Это было сказано после возвращения из Италии. А на следующее лето, когда Тургенев находился в Спасском, она откровенно призналась: «Хочется иногда вас видеть и слышать. Вас зовут равнодушным но всему человеком, и я вас так называла иногда сама и ко всему равнодушия не люблю, а с вами лучше, чем с другими».

В начале октября 1861 года Тургенев читал у Боткина, а затем у себя дома, на Рю де Риволи, 210, роман «Отцы и дети», вскоре напечатанный в «Русском вестнике» и вызвавший острую полемику. Мария Александровна была в числе приглашенных. Сохранился ее лаконичный отзыв в письме к Добролюбову: «Тургенев сюда приехал. Я его видаю часто и читала новую его повесть «Отцы и дети». Лучше всех лиц в ней Базаров, хоть и нигилист».

На Тургенева нападали и справа и слева. Лишь немногие поняли глубокий смысл его новой книги. Отъявленные ретрограды видели в «Отцах и детях» антинигилистический памфлет, читатели-демократы — пасквиль на передовую молодежь. Одни были обрадованы, другие возмущены. Обескураженный Тургенев жаловался Марии Александровне, как устал он от «треска и грохота», произведенного «Отцами и детьми», а когда она попросила рассказать об этом подробнее, уклонился от прямого ответа: «Мне вовсе не хочется толковать о моем романе, о том, что говорили в России и т. д. Это все для меня давно прошедшее. В письме моем к Вам я намекал на то, что гнусные генералы меня хвалили — а молодежь ругала. Но эта волна прокатилась — и что сделано — то сделано».

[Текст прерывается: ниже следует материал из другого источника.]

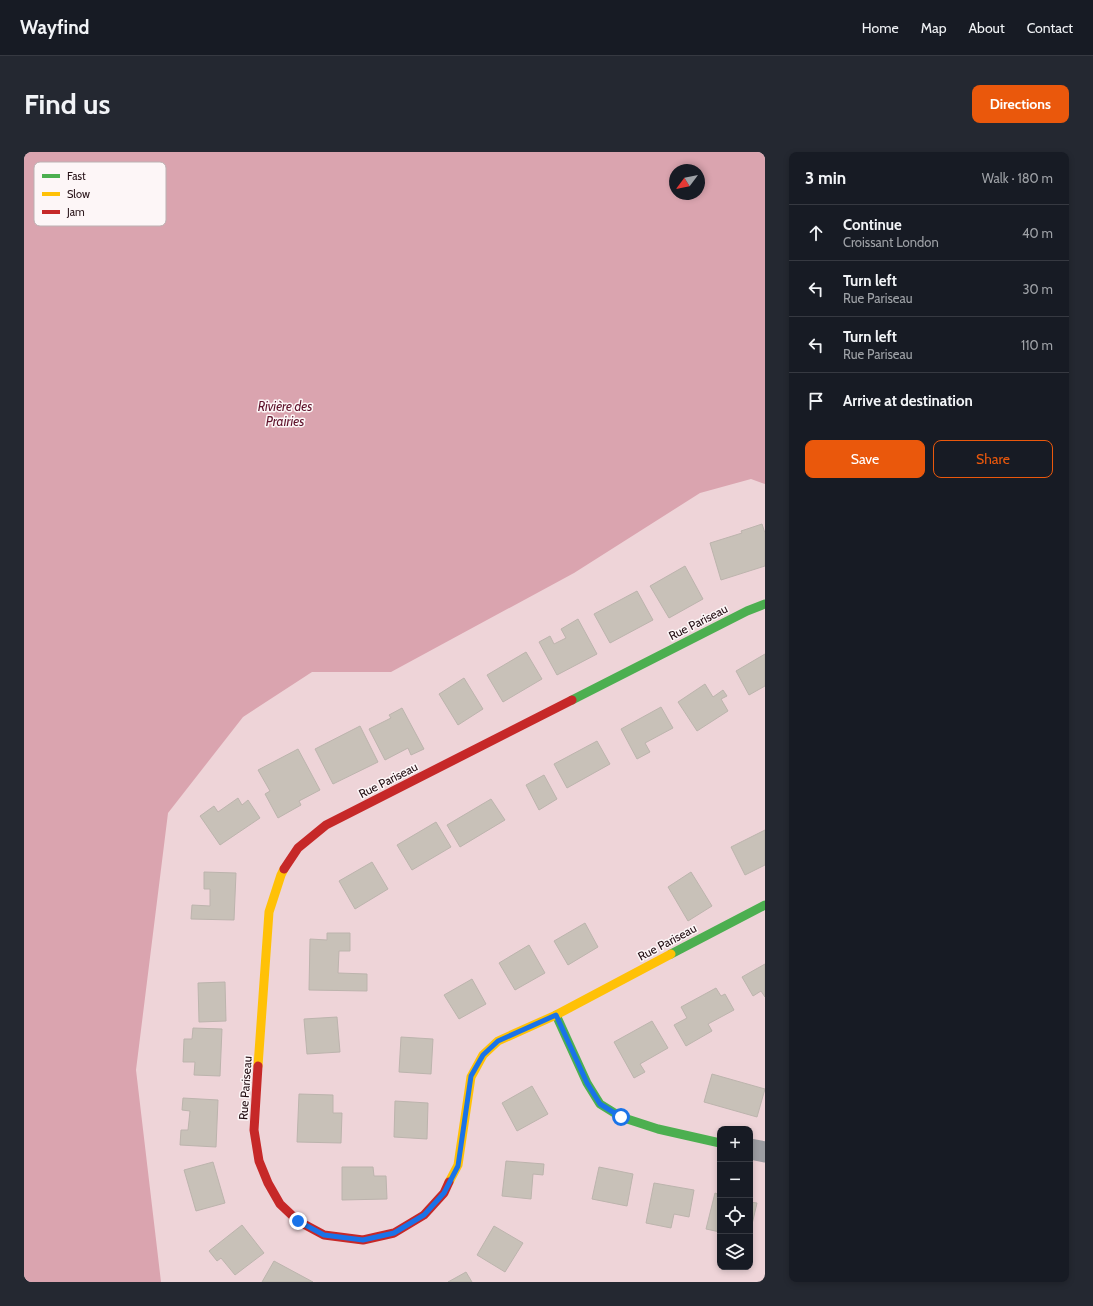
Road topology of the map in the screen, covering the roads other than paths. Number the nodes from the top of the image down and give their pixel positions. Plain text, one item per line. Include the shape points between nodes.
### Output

Осенью 1862 года Тургенев вернулся из Бадена. Тогда или немного позже Мария Александровна завела с ним долгий и трудный разговор об «Отцах и детях», о котором узнал Чернышевский и поведал в «Воспоминаниях об отношении Тургенева к Добролюбову…». Писательница будто бы заявила автору «Отцов и детей», что он выбрал дурной путь отомстить Добролюбову, изобразив его в злостной карикатуре, и даже обвинила Тургенева в трусости: «Пока был жив Добролюбов, он не смел вступать с ним в борьбу перед публикой; а когда Добролюбов умер, чернит его».

Марко Вовчок, конечно, знала, что роман был написан и отдан в печать еще при жизни Добролюбова, а Чернышевский, изложив по прошествии многих лет содержание разговора, услышанного от третьего лица, мог об этом забыть. Но нет дыма без огня. Марко Вовчок разделяла распространенное мнение о прямой связи образа Базарова с Добролюбовым в качестве прототипа. И хотя Тургенев это отрицал, она продолжала настаивать и в конце концов заставила будто бы признаться, что «действительно он желал мстить Добролюбову, когда писал свой роман».

Чернышевский передал то, что слышал. Так это было или не так, проверить невозможно. Но даже легенда о подобном разговоре свидетельствует о взаимном отчуждении Тургенева и Марко Вовчка.

Тон переписки становится все более сдержанным, и пишут они друг другу все реже и реже. На вопросы посторонних лиц, не подозревавших о разладе, даются немногословные ответы.

«Вы спрашиваете о г-же Маркович. Она все еще здесь и, кажется, не нуждается…Впрочем, я ее вижу очень редко», — писал Тургенев Карташевской в марте 1862 года.

«Вы спрашиваете о Тургеневе. Он в Бадене и здоров. Несколько месяцев тому был здесь, и я его видела. Он как-то стал неспокоен и раздражен на все и на всех, против всего и против всех», — писала Марко Вовчок Ешевскому в июле 1864 года.

В начале того же года Тургенев давал показания по делу 32-х («О лицах, обвиняемых в сношениях с лондонскими пропагандистами»). В письме к царю и на допросе в Сенате он говорил о политических расхождениях с эмигрантами, после чего Герцен поместил в «Колоколе» заметку «Сплетни, копоть, нагар и пр.», где саркастически писал о «Седовласой Магдалине (мужского рода)», поспешившей довести до сведения государя «о постигнувшем ее раскаяний», в силу которого «она прервала все связи с друзьями юности».